What the task requires ▸
Please keep the images out and set down the data exactly as given.

Excerpted records ▸
[Start of section]
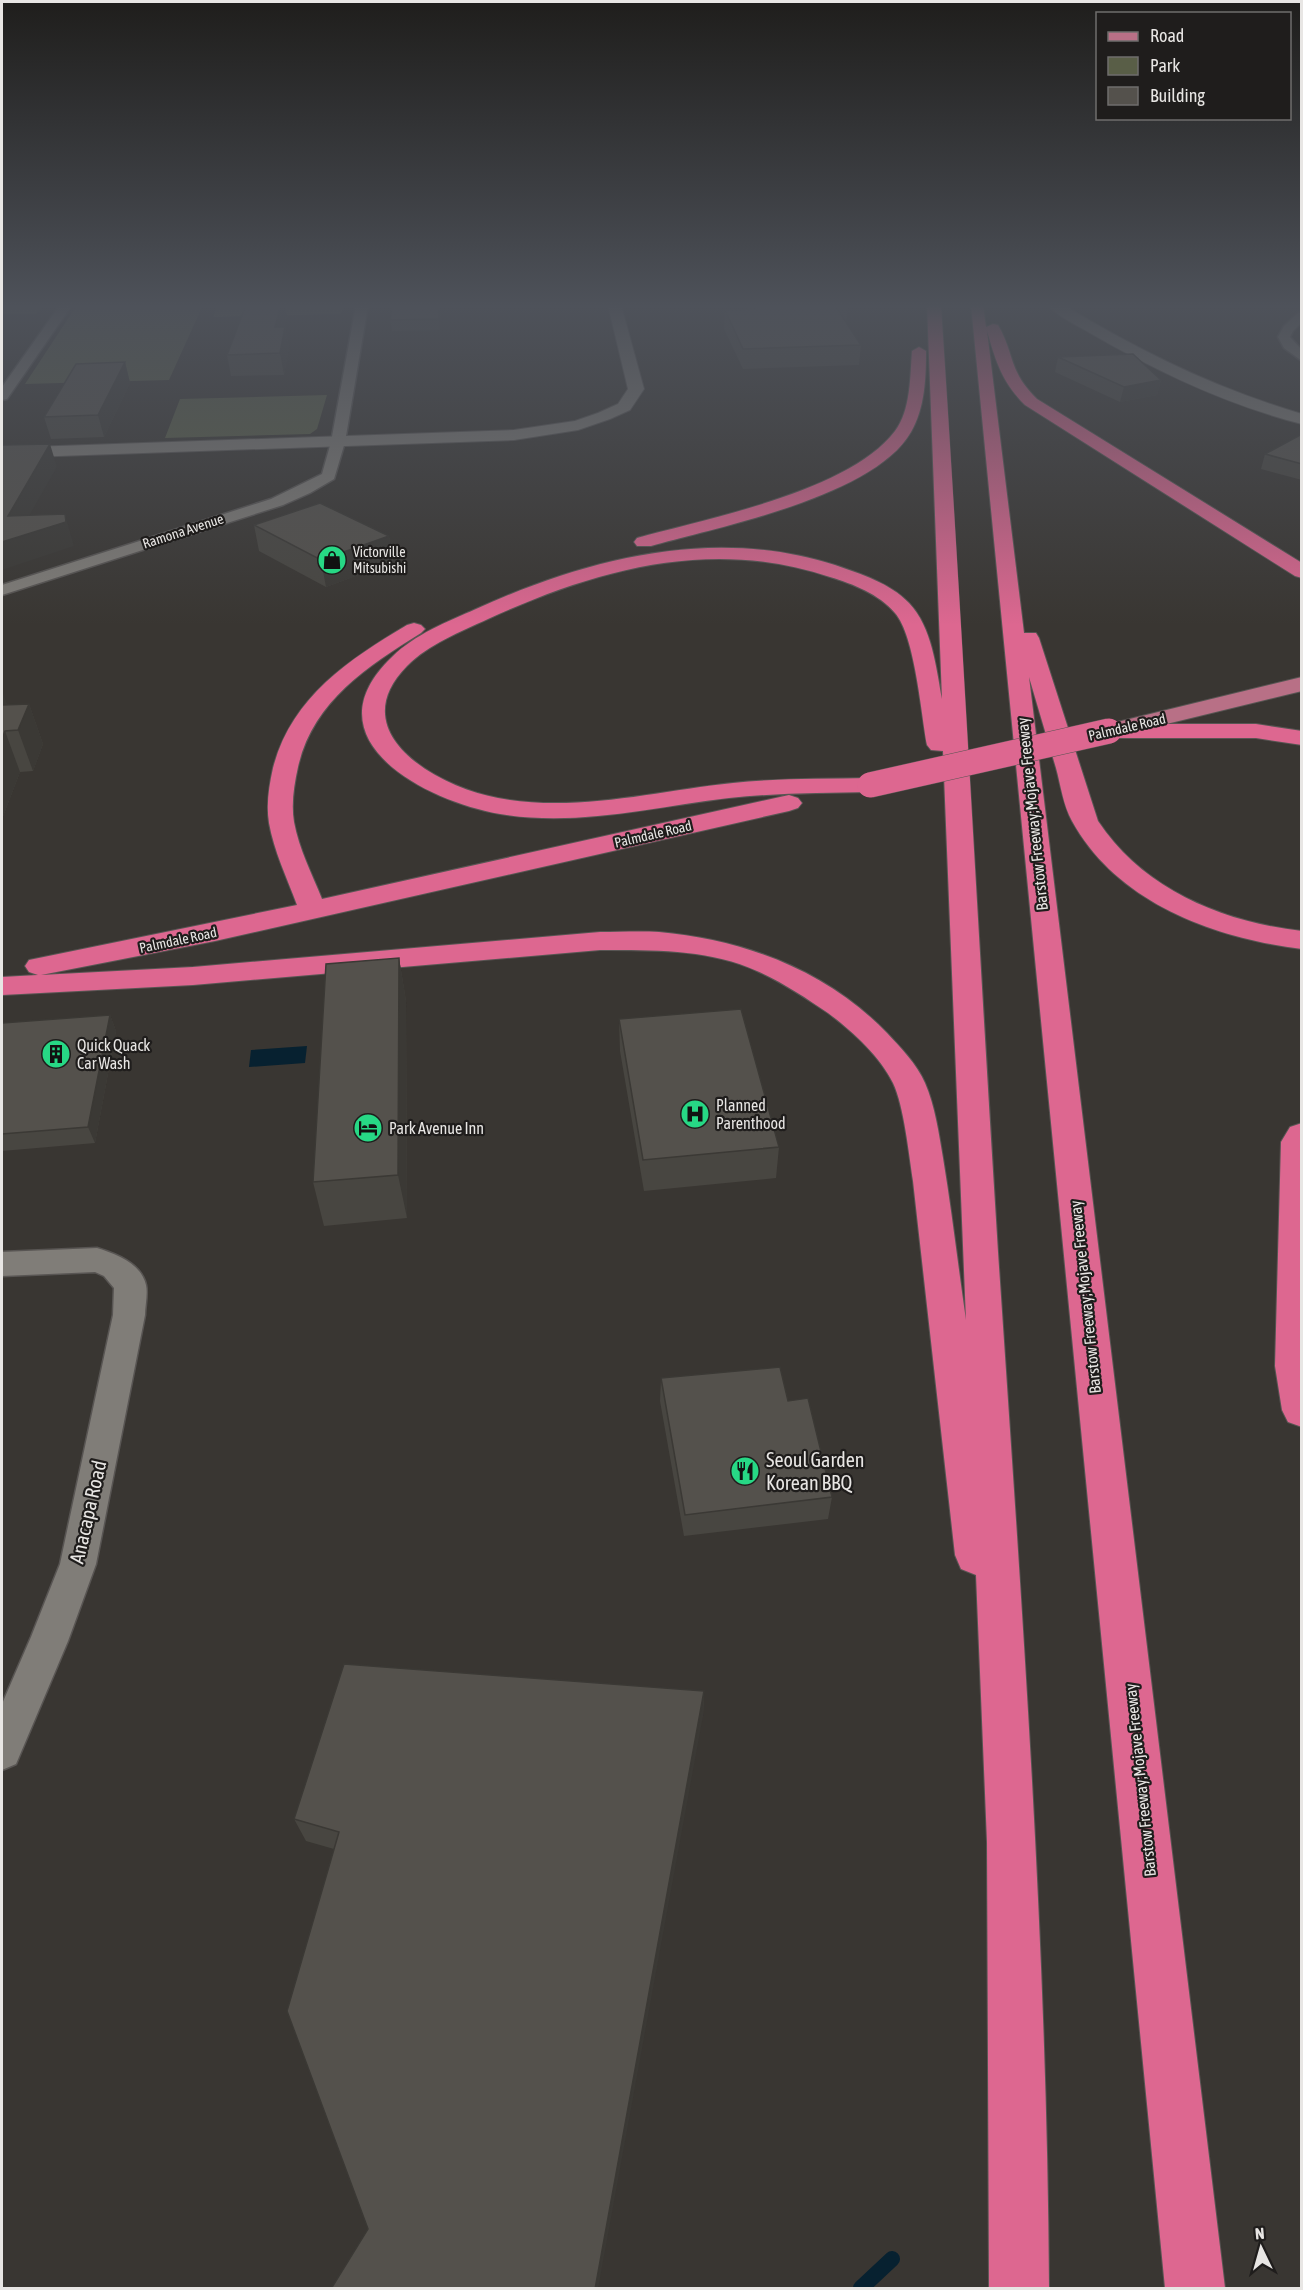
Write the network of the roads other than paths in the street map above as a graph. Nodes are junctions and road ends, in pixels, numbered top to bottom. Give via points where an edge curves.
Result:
1 (343, 412) edge
2 (612, 412) edge
3 (911, 412) edge
4 (940, 412) edge
5 (989, 412) edge
6 (1047, 412) edge
7 (1281, 412) edge
8 (1302, 418) edge
9 (338, 442) junction
10 (2, 453) edge
11 (1005, 565) junction
12 (1302, 572) edge
13 (2, 590) edge
14 (1302, 684) edge
15 (1109, 731) junction
16 (1302, 738) edge
17 (870, 785) junction
18 (959, 848) junction
19 (313, 910) junction
20 (1302, 940) edge
21 (2, 972) edge
22 (2, 986) edge
23 (1302, 1135) edge
24 (2, 1264) edge
25 (1302, 1410) edge
26 (2, 1750) edge
27 (1012, 1842) junction
28 (1019, 2289) edge
29 (1195, 2289) edge

1 - 9 street, Ramona Avenue
2 - 9 street via 546,432
3 - 19 highway via 890,447 850,474 810,492 540,574 470,601 405,635 347,673 324,693 303,721 286,758 279,802 283,829
4 - 18 highway
5 - 11 highway, Barstow Freeway;Mojave Freeway
6 - 12 highway
7 - 8 street
9 - 10 street
9 - 13 street, Ramona Avenue via 328,476 305,490
11 - 20 highway via 1084,820 1103,849 1142,883 1183,907 1238,929
11 - 29 highway, Barstow Freeway;Mojave Freeway
14 - 15 main road, Palmdale Road
15 - 16 highway via 1256,730
15 - 17 highway, Palmdale Road, bridge
17 - 18 highway via 736,790 578,811 536,812 498,806 447,791 406,768 380,742 373,706 388,675 428,641 511,601 593,571 645,558 705,552 804,562 877,589 901,607 912,622
17 - 19 highway, Palmdale Road
18 - 27 highway
19 - 21 highway, Palmdale Road via 149,946
22 - 27 highway via 193,976 600,941 658,941 714,949 767,964 857,1020 891,1056 909,1083 922,1133
23 - 25 highway via 1297,1142 1294,1366
24 - 26 street, Anacapa Road via 97,1260 115,1267 130,1285 129,1315 78,1564
27 - 28 highway

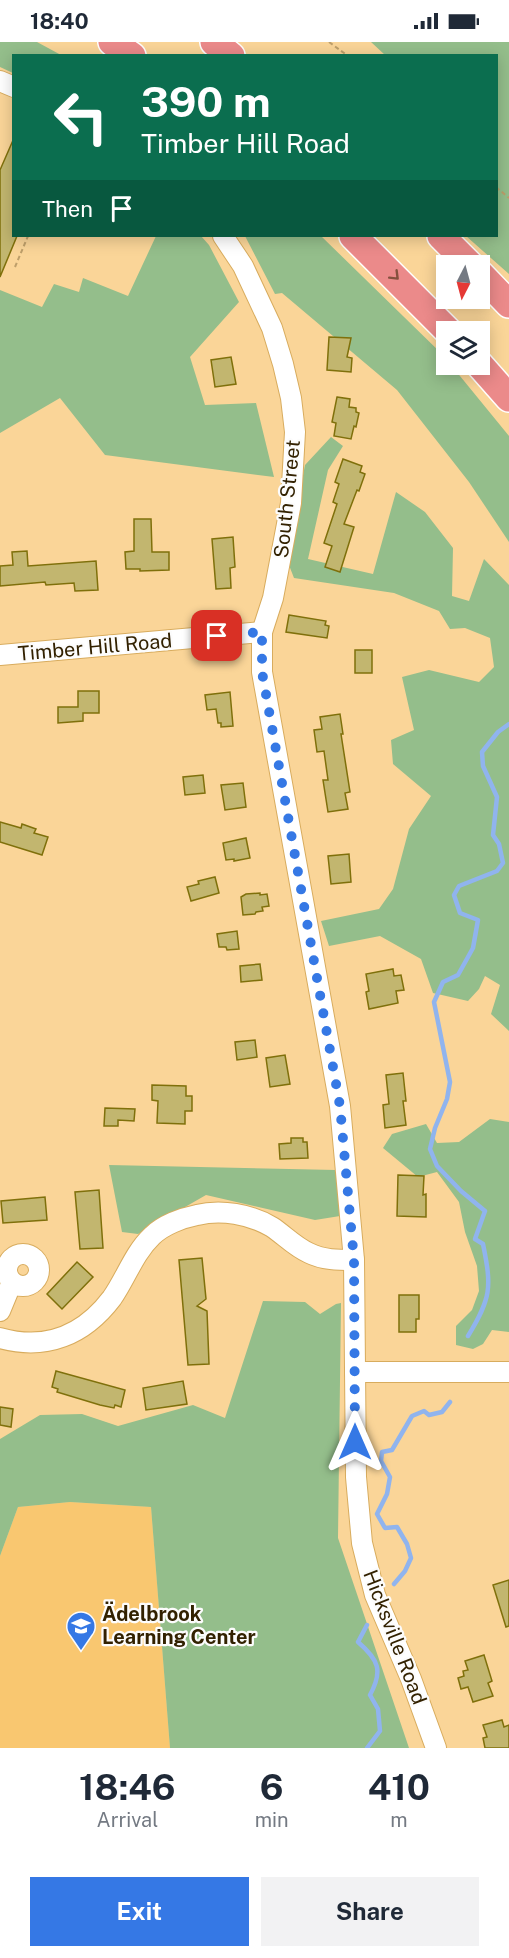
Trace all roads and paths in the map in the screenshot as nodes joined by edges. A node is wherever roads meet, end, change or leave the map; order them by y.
1 (112, 42) edge
2 (214, 42) edge
3 (329, 42) edge
4 (129, 54) edge
5 (229, 54) edge
6 (345, 54) edge
7 (28, 237) edge
8 (225, 237) edge
9 (354, 237) edge
10 (442, 237) edge
11 (460, 255) edge
12 (15, 267) dead end
13 (490, 284) edge
14 (509, 304) edge
15 (438, 321) edge
16 (489, 375) edge
17 (509, 398) edge
18 (262, 632) junction
19 (0, 655) edge
20 (354, 1260) junction
21 (12, 1281) dead end
22 (0, 1311) edge
23 (0, 1338) edge
24 (355, 1372) junction
25 (509, 1372) edge
26 (436, 1748) edge

1 - 4 highway
2 - 5 highway
3 - 6 path
7 - 12 path
8 - 18 street, South Street
9 -> 15 highway
10 - 11 highway
13 - 14 highway
16 - 17 highway
18 - 19 street, Timber Hill Road
18 - 20 street, Hicksville Road
20 - 23 street
20 - 24 street, Hicksville Road
21 - 22 street
24 - 25 street
24 - 26 street, Hicksville Road

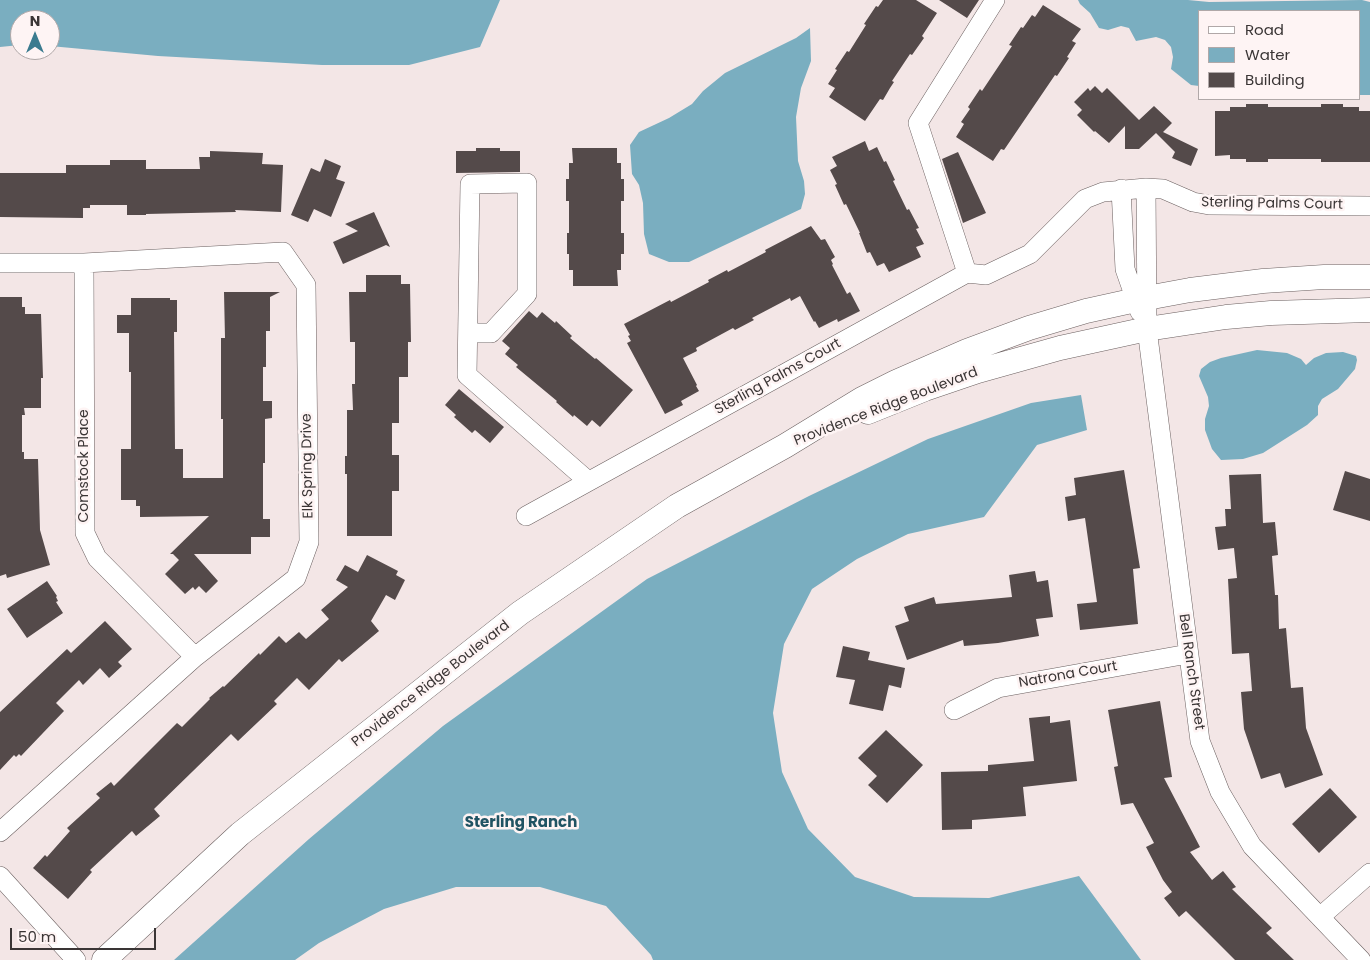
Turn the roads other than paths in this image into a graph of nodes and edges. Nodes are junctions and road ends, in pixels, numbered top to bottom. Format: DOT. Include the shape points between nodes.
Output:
[End of section]
Written answer ▸
Write the network of the roads other than paths in the street map above as a graph. Nodes are junctions and road ends, in pixels, numbered top to bottom. Give via points where an edge curves.
Result:
1 (343, 412) edge
2 (612, 412) edge
3 (911, 412) edge
4 (940, 412) edge
5 (989, 412) edge
6 (1047, 412) edge
7 (1281, 412) edge
8 (1302, 418) edge
9 (338, 442) junction
10 (2, 453) edge
11 (1005, 565) junction
12 (1302, 572) edge
13 (2, 590) edge
14 (1302, 684) edge
15 (1109, 731) junction
16 (1302, 738) edge
17 (870, 785) junction
18 (959, 848) junction
19 (313, 910) junction
20 (1302, 940) edge
21 (2, 972) edge
22 (2, 986) edge
23 (1302, 1135) edge
24 (2, 1264) edge
25 (1302, 1410) edge
26 (2, 1750) edge
27 (1012, 1842) junction
28 (1019, 2289) edge
29 (1195, 2289) edge

1 - 9 street, Ramona Avenue
2 - 9 street via 546,432
3 - 19 highway via 890,447 850,474 810,492 540,574 470,601 405,635 347,673 324,693 303,721 286,758 279,802 283,829
4 - 18 highway
5 - 11 highway, Barstow Freeway;Mojave Freeway
6 - 12 highway
7 - 8 street
9 - 10 street
9 - 13 street, Ramona Avenue via 328,476 305,490
11 - 20 highway via 1084,820 1103,849 1142,883 1183,907 1238,929
11 - 29 highway, Barstow Freeway;Mojave Freeway
14 - 15 main road, Palmdale Road
15 - 16 highway via 1256,730
15 - 17 highway, Palmdale Road, bridge
17 - 18 highway via 736,790 578,811 536,812 498,806 447,791 406,768 380,742 373,706 388,675 428,641 511,601 593,571 645,558 705,552 804,562 877,589 901,607 912,622
17 - 19 highway, Palmdale Road
18 - 27 highway
19 - 21 highway, Palmdale Road via 149,946
22 - 27 highway via 193,976 600,941 658,941 714,949 767,964 857,1020 891,1056 909,1083 922,1133
23 - 25 highway via 1297,1142 1294,1366
24 - 26 street, Anacapa Road via 97,1260 115,1267 130,1285 129,1315 78,1564
27 - 28 highway

Trace all roads and paths in the map in the screenshot as nodes joined by edges. A node is wherever roads meet, end, change or leave the map; order them by y.
1 (112, 42) edge
2 (214, 42) edge
3 (329, 42) edge
4 (129, 54) edge
5 (229, 54) edge
6 (345, 54) edge
7 (28, 237) edge
8 (225, 237) edge
9 (354, 237) edge
10 (442, 237) edge
11 (460, 255) edge
12 (15, 267) dead end
13 (490, 284) edge
14 (509, 304) edge
15 (438, 321) edge
16 (489, 375) edge
17 (509, 398) edge
18 (262, 632) junction
19 (0, 655) edge
20 (354, 1260) junction
21 (12, 1281) dead end
22 (0, 1311) edge
23 (0, 1338) edge
24 (355, 1372) junction
25 (509, 1372) edge
26 (436, 1748) edge

1 - 4 highway
2 - 5 highway
3 - 6 path
7 - 12 path
8 - 18 street, South Street
9 -> 15 highway
10 - 11 highway
13 - 14 highway
16 - 17 highway
18 - 19 street, Timber Hill Road
18 - 20 street, Hicksville Road
20 - 23 street
20 - 24 street, Hicksville Road
21 - 22 street
24 - 25 street
24 - 26 street, Hicksville Road

Turn the roads other than paths in this image into a graph of nodes and edges. Nodes are junctions and road ends, in pixels, numbered top to bottom. Format: DOT. Include the shape points between nodes.
Output:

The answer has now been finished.